- _What to do_
Reproduce the listing that follows character for character, excluding its pictures.

- _Supplied information_
┄┄┄┄┄┄
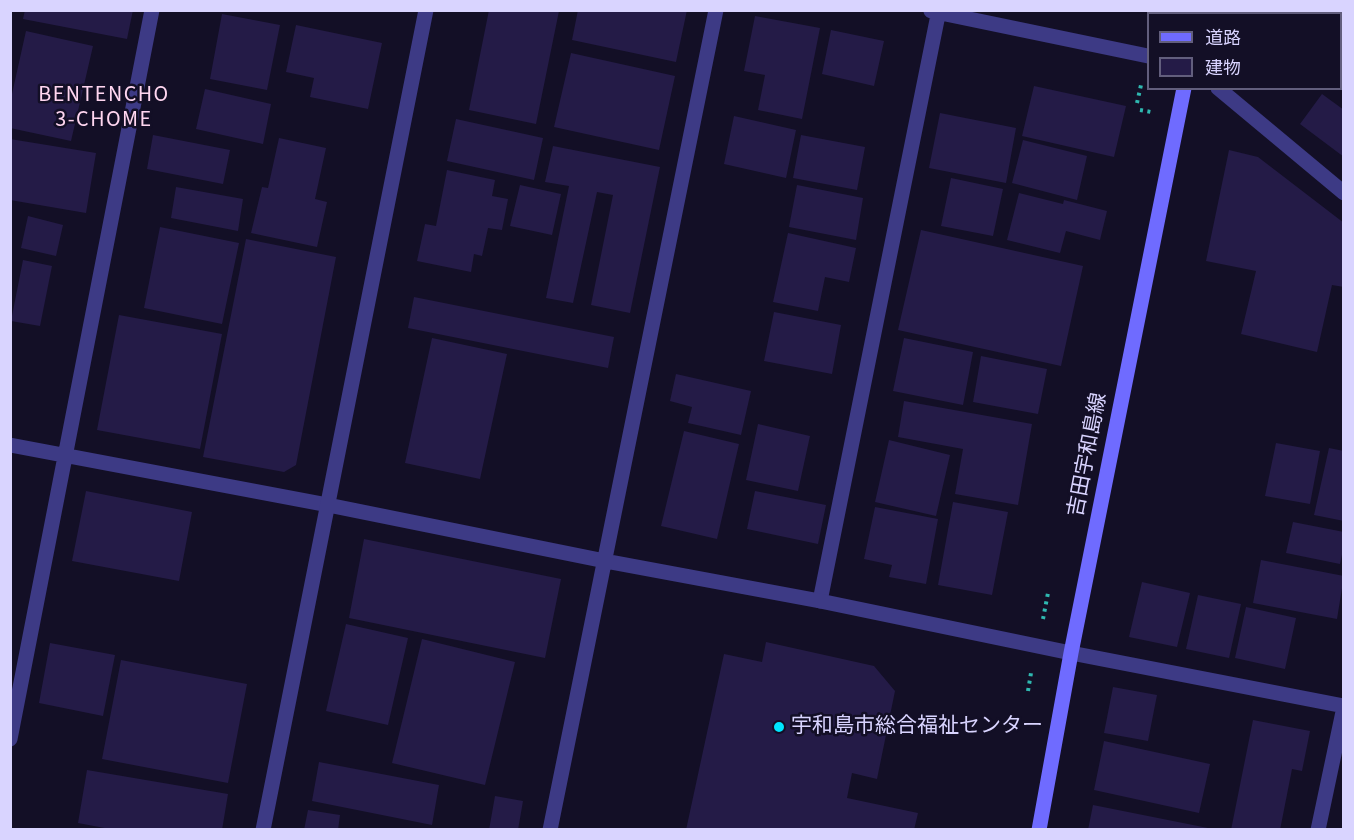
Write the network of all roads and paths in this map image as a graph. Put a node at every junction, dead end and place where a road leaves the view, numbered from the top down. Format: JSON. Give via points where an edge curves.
{"nodes":[{"id":1,"x":152,"y":10,"type":"edge"},
{"id":2,"x":426,"y":10,"type":"edge"},
{"id":3,"x":716,"y":10,"type":"edge"},
{"id":4,"x":936,"y":11,"type":"edge"},
{"id":5,"x":1147,"y":56,"type":"edge"},
{"id":6,"x":1184,"y":90,"type":"edge"},
{"id":7,"x":1220,"y":90,"type":"edge"},
{"id":8,"x":1344,"y":192,"type":"edge"},
{"id":9,"x":10,"y":445,"type":"edge"},
{"id":10,"x":64,"y":455,"type":"junction"},
{"id":11,"x":328,"y":505,"type":"junction"},
{"id":12,"x":605,"y":561,"type":"junction"},
{"id":13,"x":820,"y":601,"type":"junction"},
{"id":14,"x":1071,"y":653,"type":"junction"},
{"id":15,"x":1344,"y":706,"type":"edge"},
{"id":16,"x":10,"y":739,"type":"edge"},
{"id":17,"x":263,"y":830,"type":"edge"},
{"id":18,"x":550,"y":830,"type":"edge"},
{"id":19,"x":1039,"y":830,"type":"edge"},
{"id":20,"x":1318,"y":830,"type":"edge"}],
"edges":[{"from":1,"to":10,"type":"street"},
{"from":2,"to":11,"type":"street"},
{"from":3,"to":12,"type":"street"},
{"from":4,"to":5,"type":"street"},
{"from":4,"to":13,"type":"street"},
{"from":6,"to":14,"type":"main road","name":"吉田宇和島線"},
{"from":7,"to":8,"type":"street"},
{"from":9,"to":10,"type":"street"},
{"from":10,"to":11,"type":"street"},
{"from":10,"to":16,"type":"street"},
{"from":11,"to":12,"type":"street"},
{"from":11,"to":17,"type":"street"},
{"from":12,"to":13,"type":"street"},
{"from":12,"to":18,"type":"street"},
{"from":13,"to":14,"type":"street"},
{"from":14,"to":15,"type":"street"},
{"from":14,"to":19,"type":"main road","name":"吉田宇和島線"},
{"from":15,"to":20,"type":"street"}]}
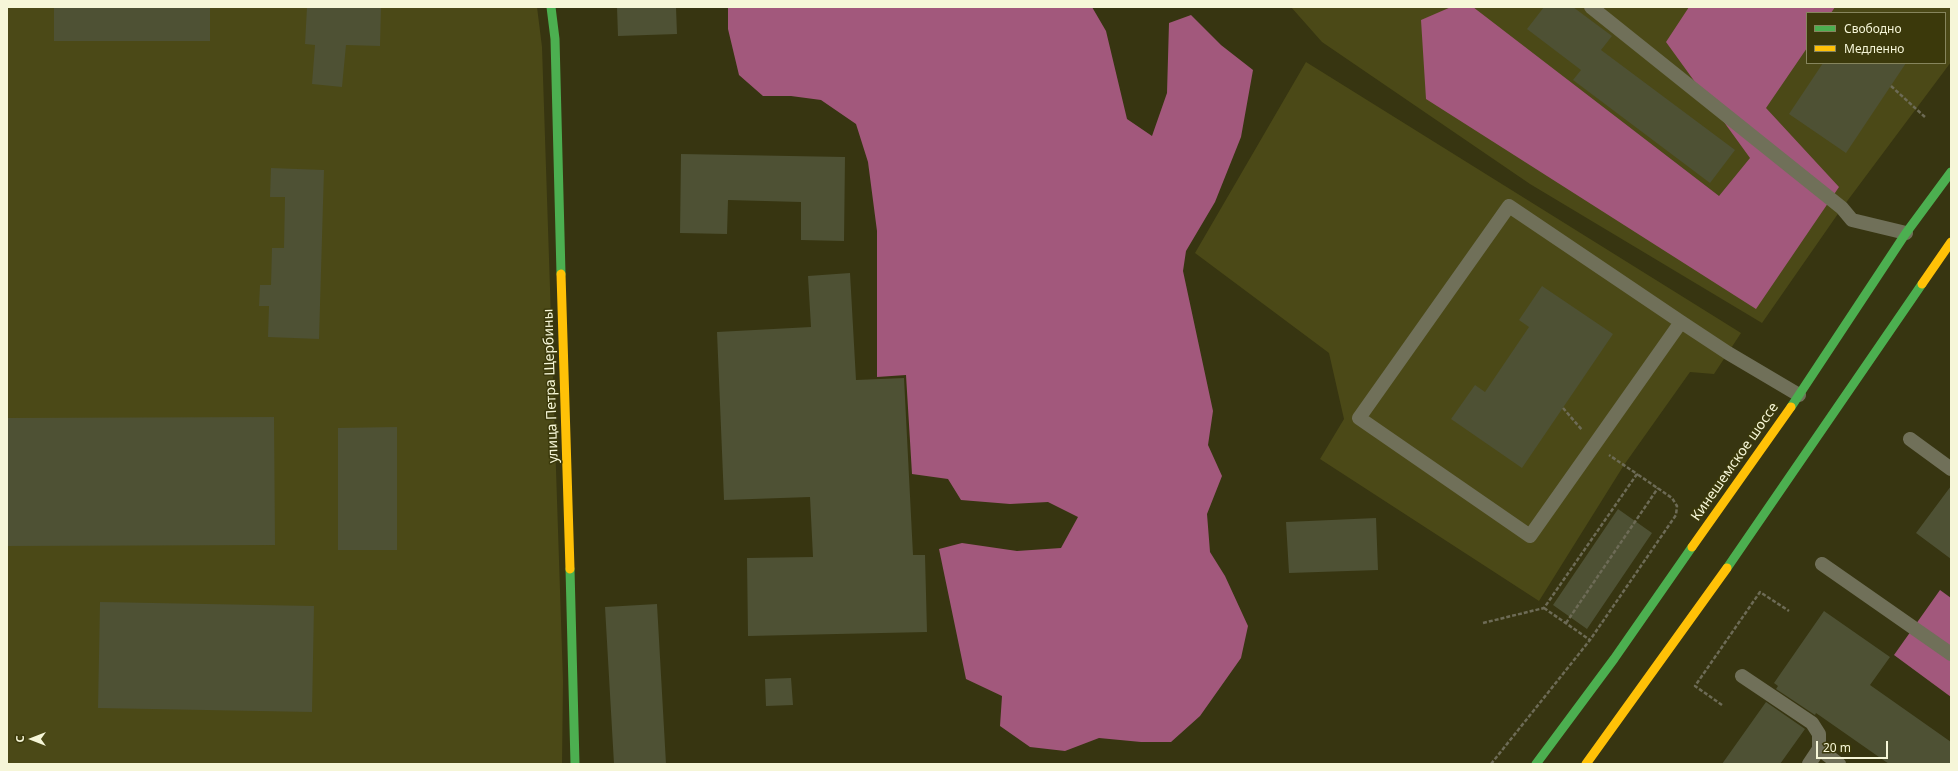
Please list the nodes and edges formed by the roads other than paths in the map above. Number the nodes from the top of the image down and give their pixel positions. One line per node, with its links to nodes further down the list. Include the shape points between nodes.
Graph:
1 (551, 7): 14 (main road, улица Петра Щербины, via 555,39)
2 (1591, 7): 4 (lane, via 1842,208 1852,220)
3 (1951, 172): 4 (main road, Кинешемское шоссе)
4 (1906, 234): 7 (main road, Кинешемское шоссе)
5 (1951, 242): 16 (main road, via 1799,465)
6 (1682, 322): 6 (lane, via 1509,206 1359,418 1530,536); 7 (lane, via 1728,353)
7 (1800, 395): 15 (main road, Кинешемское шоссе, via 1614,659)
8 (1910, 439): 9 (lane)
9 (1951, 469)
10 (1822, 564): 11 (lane)
11 (1951, 654)
12 (1742, 676): 13 (lane, via 1812,723 1819,734)
13 (1819, 749): 17 (lane); 18 (lane)
14 (575, 764)
15 (1536, 764)
16 (1586, 764)
17 (1809, 764)
18 (1839, 764)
┄┄┄┄┄┄
- _Solution to the exercise_
Write the network of all roads and paths in this map image as a graph. Put a node at every junction, dead end and place where a road leaves the view, numbered from the top down. Format: JSON. Give via points where an edge curves.
{"nodes":[{"id":1,"x":152,"y":10,"type":"edge"},
{"id":2,"x":426,"y":10,"type":"edge"},
{"id":3,"x":716,"y":10,"type":"edge"},
{"id":4,"x":936,"y":11,"type":"edge"},
{"id":5,"x":1147,"y":56,"type":"edge"},
{"id":6,"x":1184,"y":90,"type":"edge"},
{"id":7,"x":1220,"y":90,"type":"edge"},
{"id":8,"x":1344,"y":192,"type":"edge"},
{"id":9,"x":10,"y":445,"type":"edge"},
{"id":10,"x":64,"y":455,"type":"junction"},
{"id":11,"x":328,"y":505,"type":"junction"},
{"id":12,"x":605,"y":561,"type":"junction"},
{"id":13,"x":820,"y":601,"type":"junction"},
{"id":14,"x":1071,"y":653,"type":"junction"},
{"id":15,"x":1344,"y":706,"type":"edge"},
{"id":16,"x":10,"y":739,"type":"edge"},
{"id":17,"x":263,"y":830,"type":"edge"},
{"id":18,"x":550,"y":830,"type":"edge"},
{"id":19,"x":1039,"y":830,"type":"edge"},
{"id":20,"x":1318,"y":830,"type":"edge"}],
"edges":[{"from":1,"to":10,"type":"street"},
{"from":2,"to":11,"type":"street"},
{"from":3,"to":12,"type":"street"},
{"from":4,"to":5,"type":"street"},
{"from":4,"to":13,"type":"street"},
{"from":6,"to":14,"type":"main road","name":"吉田宇和島線"},
{"from":7,"to":8,"type":"street"},
{"from":9,"to":10,"type":"street"},
{"from":10,"to":11,"type":"street"},
{"from":10,"to":16,"type":"street"},
{"from":11,"to":12,"type":"street"},
{"from":11,"to":17,"type":"street"},
{"from":12,"to":13,"type":"street"},
{"from":12,"to":18,"type":"street"},
{"from":13,"to":14,"type":"street"},
{"from":14,"to":15,"type":"street"},
{"from":14,"to":19,"type":"main road","name":"吉田宇和島線"},
{"from":15,"to":20,"type":"street"}]}
Please list the nodes and edges formed by the roads other than paths in the map above. Number the nodes from the top of the image down and give their pixel positions. One line per node, with its links to nodes further down the list. Include the shape points between nodes.
Graph:
1 (551, 7): 14 (main road, улица Петра Щербины, via 555,39)
2 (1591, 7): 4 (lane, via 1842,208 1852,220)
3 (1951, 172): 4 (main road, Кинешемское шоссе)
4 (1906, 234): 7 (main road, Кинешемское шоссе)
5 (1951, 242): 16 (main road, via 1799,465)
6 (1682, 322): 6 (lane, via 1509,206 1359,418 1530,536); 7 (lane, via 1728,353)
7 (1800, 395): 15 (main road, Кинешемское шоссе, via 1614,659)
8 (1910, 439): 9 (lane)
9 (1951, 469)
10 (1822, 564): 11 (lane)
11 (1951, 654)
12 (1742, 676): 13 (lane, via 1812,723 1819,734)
13 (1819, 749): 17 (lane); 18 (lane)
14 (575, 764)
15 (1536, 764)
16 (1586, 764)
17 (1809, 764)
18 (1839, 764)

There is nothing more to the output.